Our scoping has limitations that involve the inclusion of only documents available electronically. We recognize that, in some countries, there may be guidelines/policies/guidance in printed books and manuals that were not considered in our study. To minimize this limitation, efforts were performed to request associations from different countries to send any documents regarding the management of ECC lesions.

Recently, a manual was developed and published by the World Health Organization [50]. This document is based on systematic reviews and WHO recommendations. The recommendations for arresting and restoration of carious lesions are similar to those observed in our study. This mainly included the use of sealants, fluoride and minimally invasive techniques for restoration such as ART. Our study advances by presenting information referring to guidelines, policies and guidance from different countries, allowing an overview of the management of ECC lesions. This scoping review brings a summary of the recommendations about the management of ECC lesions, which seems not to be previously described. This broad vision of what the recommendations around the world bring can help during the development/updating of guidelines, as well as it can help the dental team critically analyze guidelines before implementing procedures. Unfortunately, although all efforts were made to find all recommendations, it cannot be ruled out that some of them were not found. Based on our results, it can be concluded that there is no difference among recommendations from different places and from different years about the management of dental caries.
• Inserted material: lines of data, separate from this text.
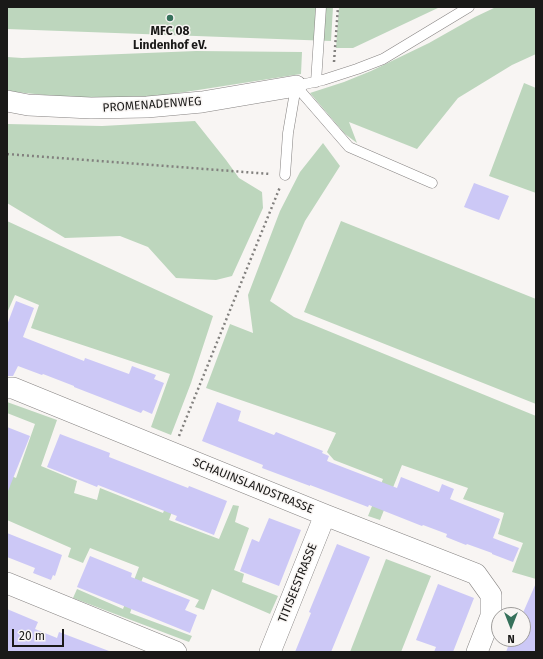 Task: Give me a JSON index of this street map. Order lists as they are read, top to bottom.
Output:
{
  "streets": {
    "street": ["PROMENADENWEG", "SCHAUINSLANDSTRASSE", "TITISEESTRASSE"]
  },
  "crossings": [
    ["SCHAUINSLANDSTRASSE", "TITISEESTRASSE"]
  ],
  "places": ["MFC 08 Lindenhof eV."],
  "scale_bar": "20 m",
  "north": "bottom"
}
Similarly, to the conclusions of a previous systematic review, we endorsed the use of SDF for cavitated or non-cavitated lesions, the use of fluoride varnish for non-cavitated lesions, and a cautious indication of restorative approaches, especially for anterior teeth [43].

Conclusions

ECC management involves analyzing the extent of caries lesions and children’s characteristics, such as their behavior. The documents reviewed are similar in their recommendations; the most indicated procedures were non-operative (such as active surveillance, the use of professional fluoride associated with sealants on occlusal surfaces or with resin infiltration on approximal for arresting or reversing lesions), restorative and extraction.